Los ciegos, al pedir limosna, solían rezar oraciones; también las ven­dían encopladas en pliegos. Julio Caro Baroja comenta sobre el ciego como rezador de oraciones (incluso, la de Justo Juez) durante los si­glos XVI y XVII  en Ensayo sobre la literatura de cordel (Madrid, Revista de Occidente, 1969), págs. 44-45, 46, 50, 58), y sobre el hecho de que la tradición ha persistido hasta este siglo a través de pliegos publicados, sobre todo en el campo. El repertorio de historias piadosas y de oracio­nes era variado. Cita Caro Baroja como muestra de la «Recopilación en metro» del Bachiller Diego Sánchez Badajoz (Sevilla, 1554):

 

«Ayuda, fieles hermanos,

al ciego lleno de males:

los salmos penitenciales

si mandáis rezar, cristianos,

Dios os guarde pies y manos,

vuestra vista conservada;

la oración de la emparedada

y los versos gregorianos,

las Angustias, la Pasión,

las almas del Purgatorio,

la oración de San Gregorio,

la Santa Resurrección;

la muy devota oración,

.......................................

 

[5] Azorín da a este caballero la misma fisonomía -tomada del cua­dro del Greco «El caballero de la mano al pecho» -que tiene el hidalgo de «Lo fatal», contrafigura del que aparece en el Tratado III de Lazari­llo de Tormes.

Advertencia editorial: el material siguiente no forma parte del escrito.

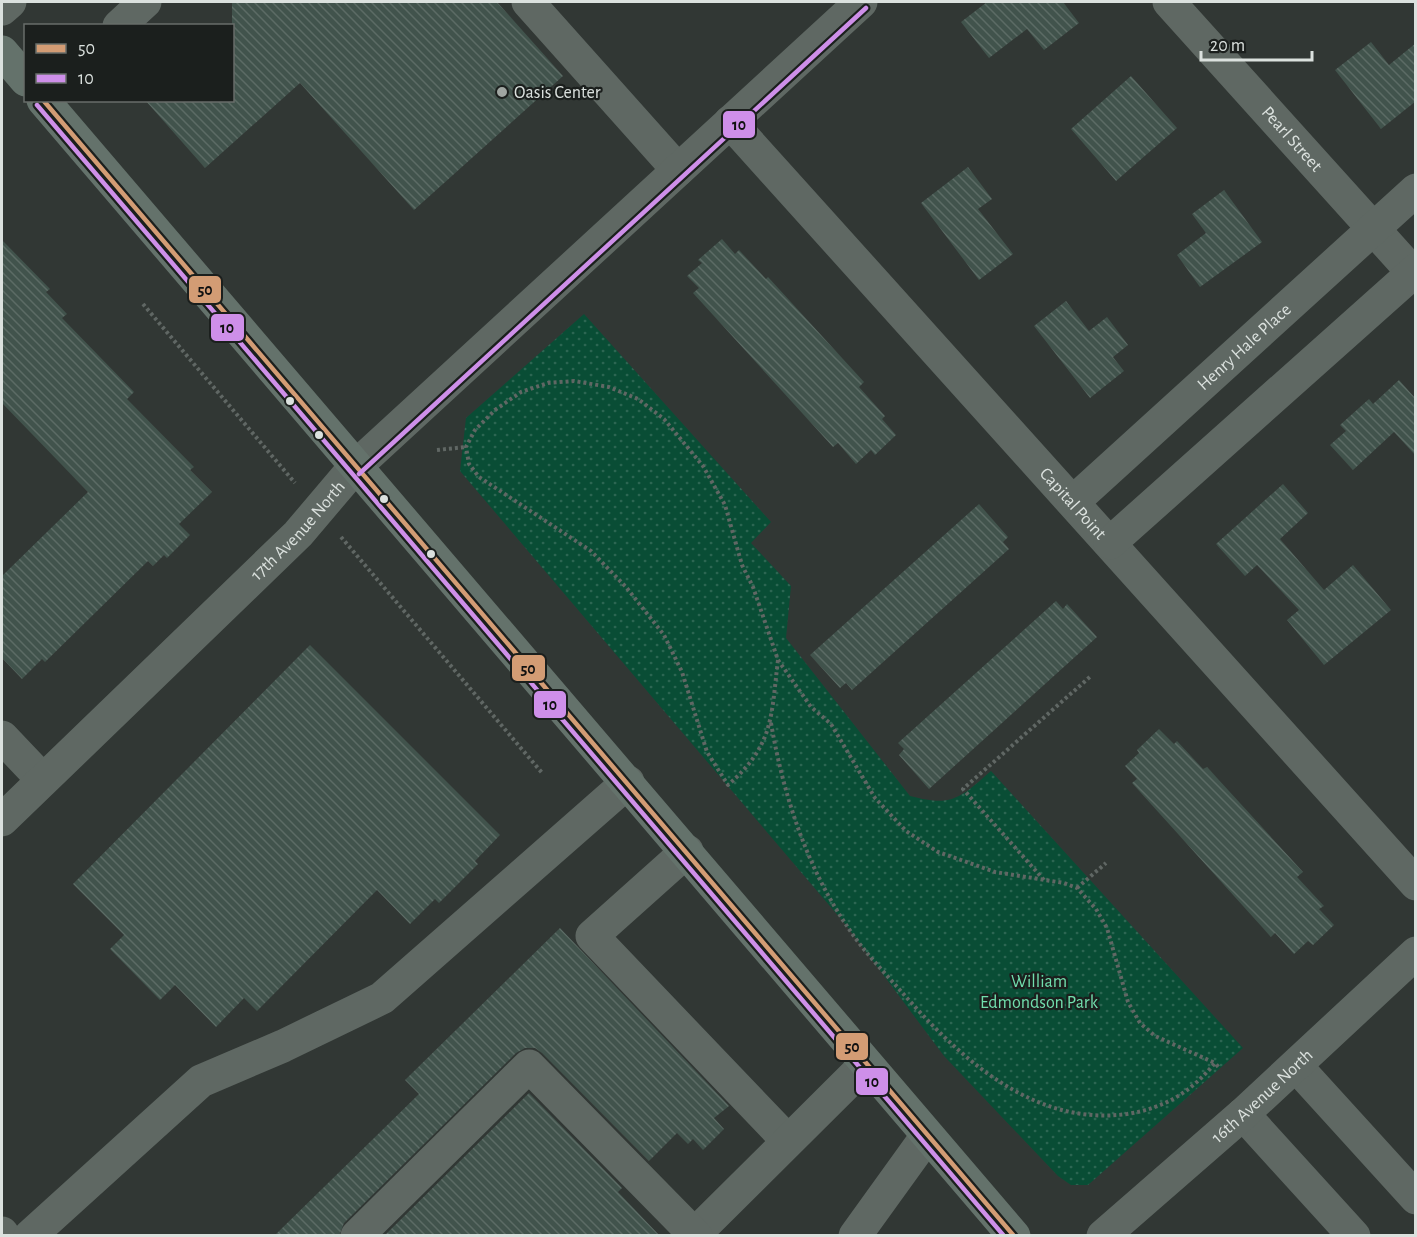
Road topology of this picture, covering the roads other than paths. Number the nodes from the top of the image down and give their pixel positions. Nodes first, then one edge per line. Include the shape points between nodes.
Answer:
1 (10, 2) edge
2 (145, 2) edge
3 (528, 2) edge
4 (861, 2) edge
5 (1169, 2) edge
6 (2, 9) edge
7 (121, 24) edge
8 (2, 52) edge
9 (24, 78) edge
10 (45, 102) edge
11 (730, 122) junction
12 (678, 170) junction
13 (1416, 190) edge
14 (1371, 229) junction
15 (1415, 273) edge
16 (354, 468) junction
17 (1073, 502) junction
18 (1110, 543) junction
19 (2, 737) edge
20 (42, 780) junction
21 (628, 782) junction
22 (2, 819) edge
23 (687, 851) junction
24 (1416, 884) edge
25 (1416, 953) edge
26 (866, 1064) junction
27 (1296, 1066) junction
28 (1243, 1114) junction
29 (927, 1136) junction
30 (787, 1140) junction
31 (1416, 1198) edge
32 (696, 1235) edge
33 (30, 1236) edge
34 (357, 1236) edge
35 (855, 1236) edge
36 (1014, 1236) edge
37 (1103, 1236) edge
38 (1354, 1236) edge

1 - 6 street
2 - 7 street
3 - 12 street
4 - 11 street, 17th Avenue North
5 - 14 street, Pearl Street
8 - 9 main road
10 - 16 main road
11 - 12 street, 17th Avenue North
11 - 17 street, Capital Point
12 - 16 street, 17th Avenue North
13 - 14 street, Henry Hale Place
14 - 15 street, Pearl Street
14 - 17 street, Henry Hale Place
15 - 18 street
16 - 20 street, 17th Avenue North via 298,534
16 - 21 main road
17 - 18 street, Capital Point
18 - 24 street, Capital Point
19 - 20 street
20 - 22 street, 17th Avenue North
21 - 23 main road
21 - 33 street via 382,998 201,1082
23 - 26 main road
23 - 30 street via 592,936
25 - 27 street, 16th Avenue North
26 - 29 main road
26 - 30 street
27 - 28 street, 16th Avenue North
27 - 31 street
28 - 37 street, 16th Avenue North
28 - 38 street
29 - 35 street
29 - 36 main road
30 - 32 street
32 - 34 street via 529,1066

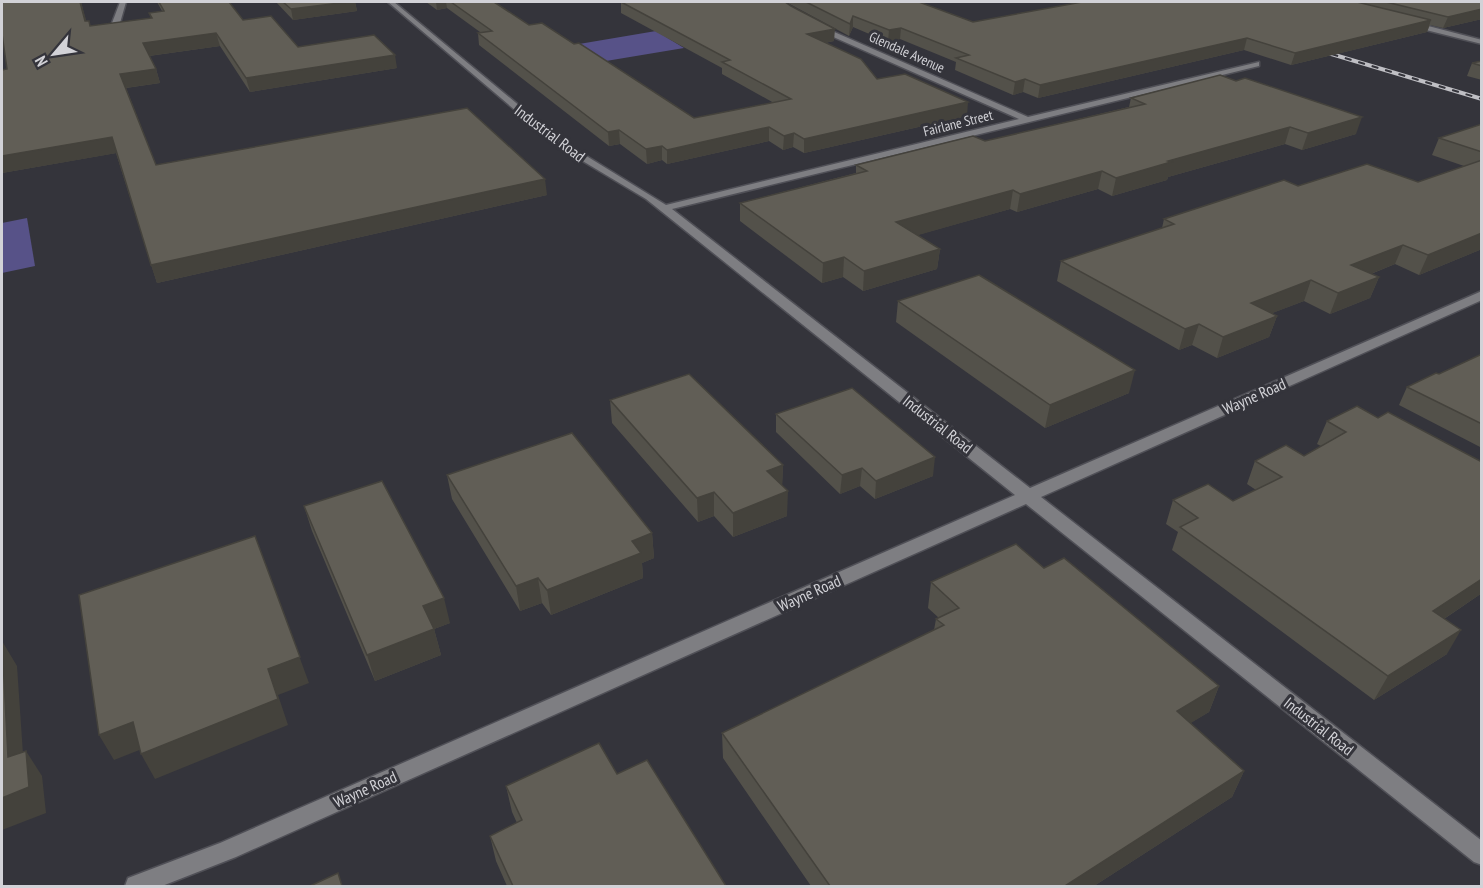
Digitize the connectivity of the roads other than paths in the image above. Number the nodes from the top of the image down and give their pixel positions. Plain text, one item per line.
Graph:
1 (123, 2) edge
2 (391, 2) edge
3 (807, 22) edge
4 (1403, 22) edge
5 (116, 23) edge
6 (1482, 42) edge
7 (1256, 64) dead end
8 (1028, 120) junction
9 (665, 208) junction
10 (1482, 295) edge
11 (1028, 496) junction
12 (1482, 855) edge
13 (136, 886) edge

1 - 5 street
2 - 9 street, Industrial Road
3 - 8 street, Glendale Avenue
4 - 6 street
7 - 8 street, Fairlane Street
8 - 9 street, Fairlane Street
9 - 11 street, Industrial Road
10 - 11 street, Wayne Road
11 - 12 street, Industrial Road
11 - 13 street, Wayne Road

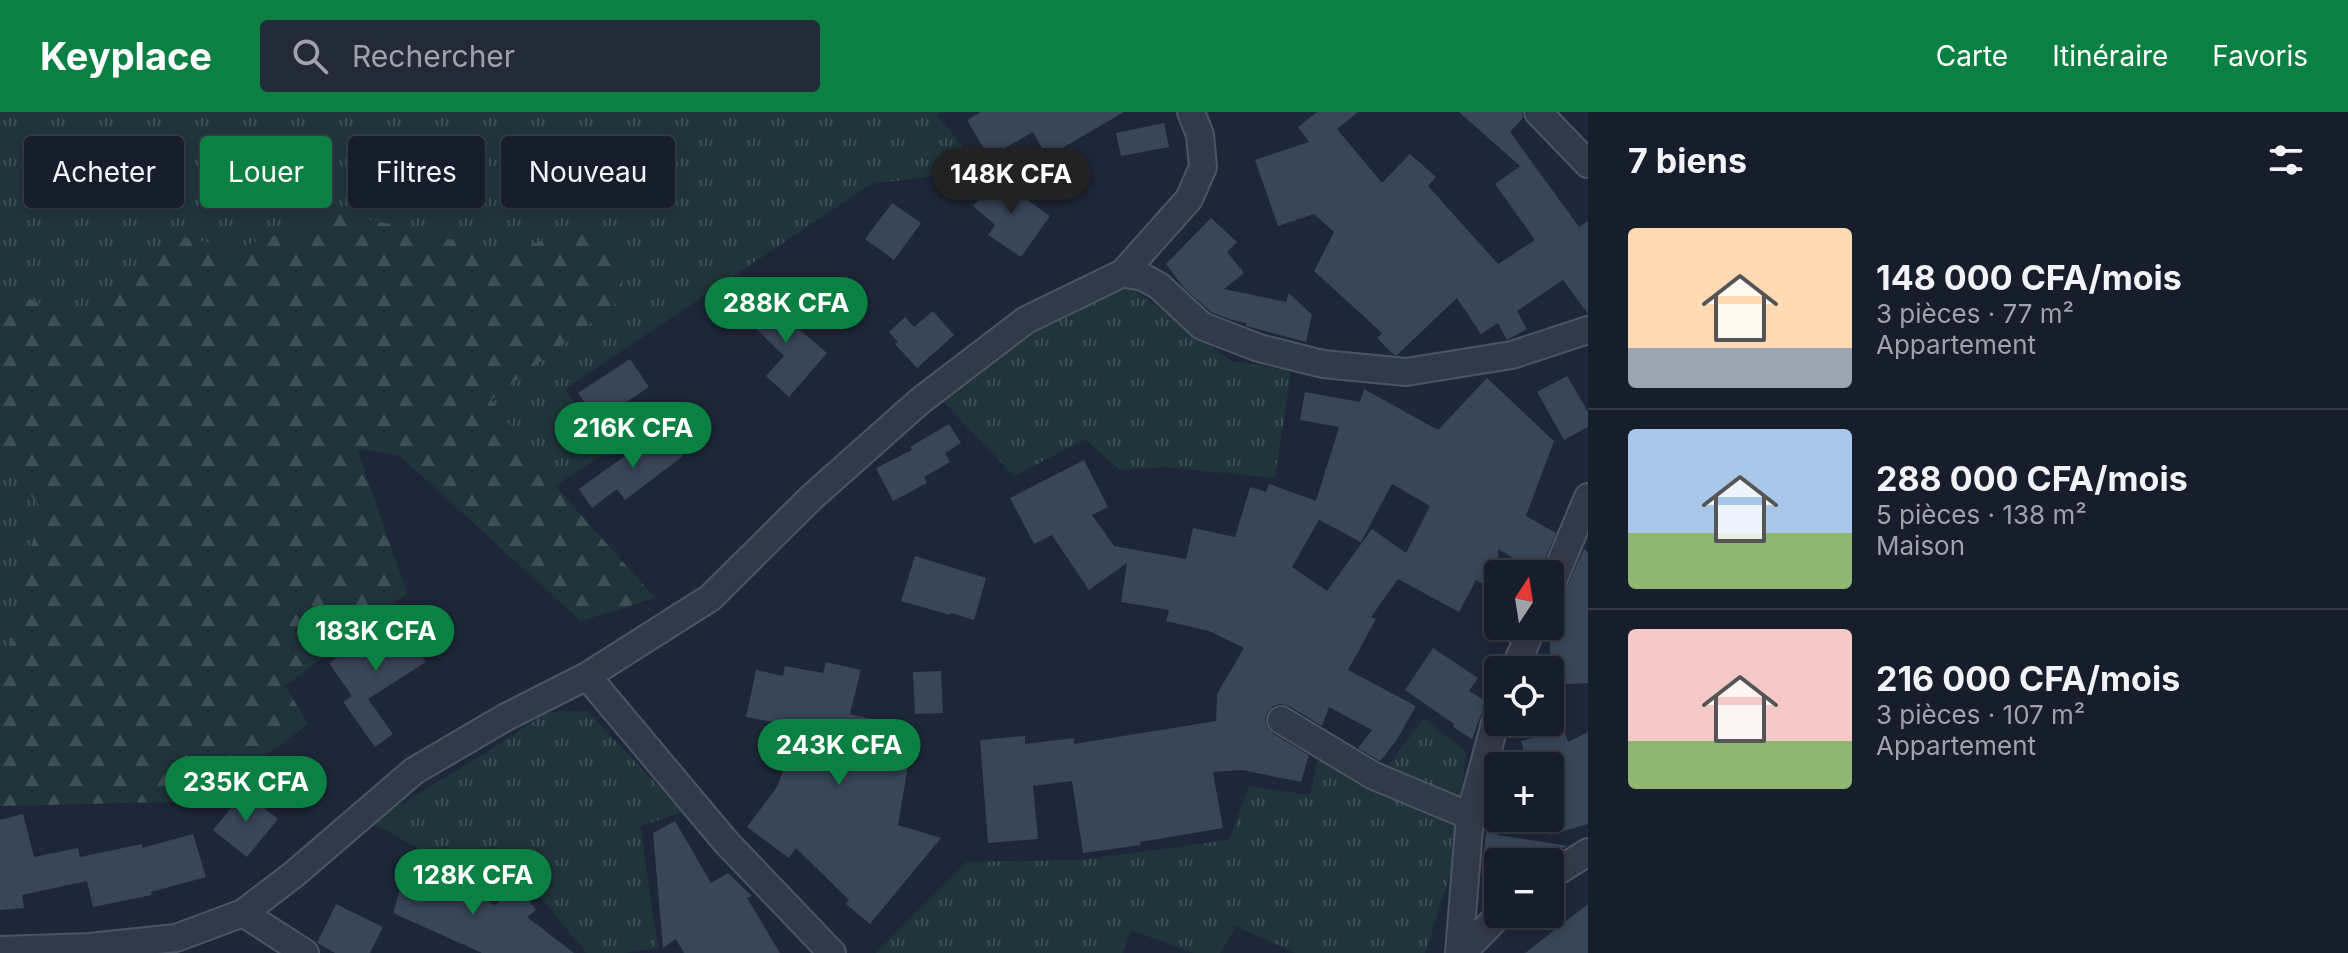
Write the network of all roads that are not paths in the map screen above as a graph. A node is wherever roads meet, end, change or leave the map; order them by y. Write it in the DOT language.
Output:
graph roads {
  1 [pos="1191,112"];
  2 [pos="1538,112"];
  3 [pos="1588,164"];
  4 [pos="1123,273"];
  5 [pos="1588,330"];
  6 [pos="1588,497"];
  7 [pos="1562,560"];
  8 [pos="587,676"];
  9 [pos="1281,720"];
  10 [pos="1492,736"];
  11 [pos="1470,816"];
  12 [pos="1588,852"];
  13 [pos="1564,867"];
  14 [pos="243,913"];
  15 [pos="1486,928"];
  16 [pos="175,945"];
  17 [pos="0,950"];
  18 [pos="305,953"];
  19 [pos="832,953"];
  20 [pos="1460,953"];
  1 -- 4 [label="street"];
  2 -- 3 [label="street"];
  4 -- 5 [label="street"];
  4 -- 8 [label="street"];
  6 -- 7 [label="street"];
  8 -- 14 [label="street"];
  8 -- 19 [label="street"];
  9 -- 11 [label="street"];
  10 -- 11 [label="street"];
  11 -- 20 [label="street"];
  12 -- 13 [label="street"];
  14 -- 16 [label="street"];
  14 -- 18 [label="street"];
  15 -- 20 [label="street"];
  16 -- 17 [label="street"];
}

[6] “La llana vega” es un epíteto antepuesto de sugestión redundante; un giro típicamente azoriniano.

[7] Cacera: canal por donde se conduce el agua para regar; azarbe: cauce adonde van a parar por las azarbetas los sobrantes o filtraciones de los riegos; landronas: portillo que se hace en las acequias o presas de los molinos o aceñas, para robar el agua por aquel conducto.

[8] Las campanadas de las iglesias son un motivo constante en las descripciones azorinianas de ciudades y pueblos.

[9] El edificio sería el castillo de San Servando, fortaleza militar reconstruida como academia militar.

[10] Este párrafo no aparecía en la versión de La Vanguardia; fue añadido en la primera edición de Castilla.